» Work instruction
When the word "Січових" appears in a line of the data below, list that line.

Provided data START

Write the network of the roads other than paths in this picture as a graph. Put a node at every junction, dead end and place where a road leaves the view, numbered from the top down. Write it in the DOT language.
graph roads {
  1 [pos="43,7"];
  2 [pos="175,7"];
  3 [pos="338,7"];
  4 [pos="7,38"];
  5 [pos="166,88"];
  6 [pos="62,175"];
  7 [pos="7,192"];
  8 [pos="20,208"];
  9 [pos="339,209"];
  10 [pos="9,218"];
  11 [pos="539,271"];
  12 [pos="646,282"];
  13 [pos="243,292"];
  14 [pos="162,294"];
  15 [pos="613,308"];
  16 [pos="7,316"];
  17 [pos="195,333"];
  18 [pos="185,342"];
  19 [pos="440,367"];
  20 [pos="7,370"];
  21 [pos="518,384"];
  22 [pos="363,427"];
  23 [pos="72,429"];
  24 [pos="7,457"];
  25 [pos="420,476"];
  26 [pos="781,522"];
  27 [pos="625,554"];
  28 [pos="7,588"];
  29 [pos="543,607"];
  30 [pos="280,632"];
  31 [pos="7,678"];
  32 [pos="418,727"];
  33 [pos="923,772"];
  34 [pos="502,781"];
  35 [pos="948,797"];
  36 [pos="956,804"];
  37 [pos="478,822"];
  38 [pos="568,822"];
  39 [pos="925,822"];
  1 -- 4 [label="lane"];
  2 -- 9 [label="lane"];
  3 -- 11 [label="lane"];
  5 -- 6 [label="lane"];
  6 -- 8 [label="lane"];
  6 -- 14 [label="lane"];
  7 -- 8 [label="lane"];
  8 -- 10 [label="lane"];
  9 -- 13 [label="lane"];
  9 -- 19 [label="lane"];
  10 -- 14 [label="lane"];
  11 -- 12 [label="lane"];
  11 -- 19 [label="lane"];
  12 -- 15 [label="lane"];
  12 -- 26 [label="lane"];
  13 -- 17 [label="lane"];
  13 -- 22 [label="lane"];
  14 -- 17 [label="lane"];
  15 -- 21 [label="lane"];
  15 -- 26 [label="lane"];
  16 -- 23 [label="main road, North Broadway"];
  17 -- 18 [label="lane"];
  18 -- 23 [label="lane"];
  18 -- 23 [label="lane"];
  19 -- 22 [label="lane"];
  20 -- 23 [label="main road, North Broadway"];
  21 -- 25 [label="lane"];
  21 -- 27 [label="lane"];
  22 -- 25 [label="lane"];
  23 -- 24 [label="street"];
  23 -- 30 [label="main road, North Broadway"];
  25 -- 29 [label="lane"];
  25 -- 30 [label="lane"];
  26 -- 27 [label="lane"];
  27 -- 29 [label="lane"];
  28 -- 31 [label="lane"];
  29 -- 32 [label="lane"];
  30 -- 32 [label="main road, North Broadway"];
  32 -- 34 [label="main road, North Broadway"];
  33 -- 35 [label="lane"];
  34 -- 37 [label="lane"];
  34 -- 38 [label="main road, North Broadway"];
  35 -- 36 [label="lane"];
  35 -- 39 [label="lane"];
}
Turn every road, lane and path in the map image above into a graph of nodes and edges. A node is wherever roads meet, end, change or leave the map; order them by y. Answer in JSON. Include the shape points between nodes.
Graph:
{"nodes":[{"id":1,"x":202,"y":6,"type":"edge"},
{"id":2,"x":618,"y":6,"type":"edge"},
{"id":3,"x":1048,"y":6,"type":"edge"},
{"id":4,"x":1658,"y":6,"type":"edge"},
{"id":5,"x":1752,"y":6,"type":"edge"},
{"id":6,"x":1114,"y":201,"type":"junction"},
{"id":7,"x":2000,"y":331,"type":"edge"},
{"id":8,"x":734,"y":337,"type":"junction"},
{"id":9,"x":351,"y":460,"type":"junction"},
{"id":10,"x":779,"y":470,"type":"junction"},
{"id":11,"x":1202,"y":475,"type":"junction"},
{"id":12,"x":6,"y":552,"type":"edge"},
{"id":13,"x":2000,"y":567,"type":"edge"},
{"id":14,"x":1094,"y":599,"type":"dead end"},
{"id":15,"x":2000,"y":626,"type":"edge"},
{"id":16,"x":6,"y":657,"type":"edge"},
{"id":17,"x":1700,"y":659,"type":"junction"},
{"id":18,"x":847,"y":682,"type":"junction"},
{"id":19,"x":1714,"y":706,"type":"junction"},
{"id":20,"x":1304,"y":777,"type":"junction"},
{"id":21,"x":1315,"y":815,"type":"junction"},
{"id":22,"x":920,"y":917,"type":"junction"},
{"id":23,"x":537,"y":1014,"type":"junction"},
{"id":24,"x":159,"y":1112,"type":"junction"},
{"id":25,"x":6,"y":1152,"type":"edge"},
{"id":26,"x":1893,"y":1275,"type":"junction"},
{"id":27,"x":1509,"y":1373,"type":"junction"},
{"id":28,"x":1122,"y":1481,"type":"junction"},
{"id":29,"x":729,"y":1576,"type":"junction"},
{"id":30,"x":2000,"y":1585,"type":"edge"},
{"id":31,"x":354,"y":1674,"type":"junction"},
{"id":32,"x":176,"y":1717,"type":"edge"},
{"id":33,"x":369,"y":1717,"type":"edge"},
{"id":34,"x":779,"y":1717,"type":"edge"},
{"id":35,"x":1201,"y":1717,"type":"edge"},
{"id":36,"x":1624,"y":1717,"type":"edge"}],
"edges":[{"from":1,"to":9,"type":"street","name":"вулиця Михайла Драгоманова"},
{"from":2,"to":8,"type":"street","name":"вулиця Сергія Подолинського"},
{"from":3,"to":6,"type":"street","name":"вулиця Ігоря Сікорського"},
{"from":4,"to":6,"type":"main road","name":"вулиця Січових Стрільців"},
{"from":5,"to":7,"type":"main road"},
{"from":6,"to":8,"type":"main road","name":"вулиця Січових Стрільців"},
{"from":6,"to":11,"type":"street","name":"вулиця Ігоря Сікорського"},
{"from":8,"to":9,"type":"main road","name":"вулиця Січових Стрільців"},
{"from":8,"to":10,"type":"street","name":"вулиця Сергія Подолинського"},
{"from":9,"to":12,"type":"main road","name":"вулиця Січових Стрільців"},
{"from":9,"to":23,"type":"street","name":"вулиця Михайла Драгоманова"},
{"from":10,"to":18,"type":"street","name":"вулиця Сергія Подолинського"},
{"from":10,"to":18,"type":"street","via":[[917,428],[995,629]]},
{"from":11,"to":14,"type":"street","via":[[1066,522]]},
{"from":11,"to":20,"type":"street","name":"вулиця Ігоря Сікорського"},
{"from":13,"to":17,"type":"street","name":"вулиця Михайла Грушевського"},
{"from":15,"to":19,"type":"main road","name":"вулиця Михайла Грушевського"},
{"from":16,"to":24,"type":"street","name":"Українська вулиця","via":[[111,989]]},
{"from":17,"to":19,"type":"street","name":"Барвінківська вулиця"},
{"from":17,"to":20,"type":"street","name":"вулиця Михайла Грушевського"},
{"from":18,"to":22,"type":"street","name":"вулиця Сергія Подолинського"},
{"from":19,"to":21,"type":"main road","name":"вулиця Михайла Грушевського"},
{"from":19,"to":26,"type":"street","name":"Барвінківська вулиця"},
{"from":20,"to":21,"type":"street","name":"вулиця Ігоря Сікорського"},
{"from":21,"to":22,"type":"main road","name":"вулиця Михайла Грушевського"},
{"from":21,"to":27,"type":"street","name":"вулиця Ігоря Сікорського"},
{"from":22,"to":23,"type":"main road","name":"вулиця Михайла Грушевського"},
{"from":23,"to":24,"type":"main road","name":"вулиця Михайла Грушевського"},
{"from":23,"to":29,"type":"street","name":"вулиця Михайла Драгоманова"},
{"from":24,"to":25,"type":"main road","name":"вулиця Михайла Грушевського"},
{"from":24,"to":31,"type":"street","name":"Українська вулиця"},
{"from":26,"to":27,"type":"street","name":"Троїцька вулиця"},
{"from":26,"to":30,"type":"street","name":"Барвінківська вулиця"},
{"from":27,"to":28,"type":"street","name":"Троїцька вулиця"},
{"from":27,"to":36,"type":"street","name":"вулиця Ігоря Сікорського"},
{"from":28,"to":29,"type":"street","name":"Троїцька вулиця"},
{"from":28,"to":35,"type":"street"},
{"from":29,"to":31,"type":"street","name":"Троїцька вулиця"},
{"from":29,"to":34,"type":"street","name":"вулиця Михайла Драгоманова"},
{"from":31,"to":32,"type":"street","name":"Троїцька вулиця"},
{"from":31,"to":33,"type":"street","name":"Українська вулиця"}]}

Provided data END

» Solution for this exercise
{"from":4,"to":6,"type":"main road","name":"вулиця Січових Стрільців"},
{"from":6,"to":8,"type":"main road","name":"вулиця Січових Стрільців"},
{"from":8,"to":9,"type":"main road","name":"вулиця Січових Стрільців"},
{"from":9,"to":12,"type":"main road","name":"вулиця Січових Стрільців"},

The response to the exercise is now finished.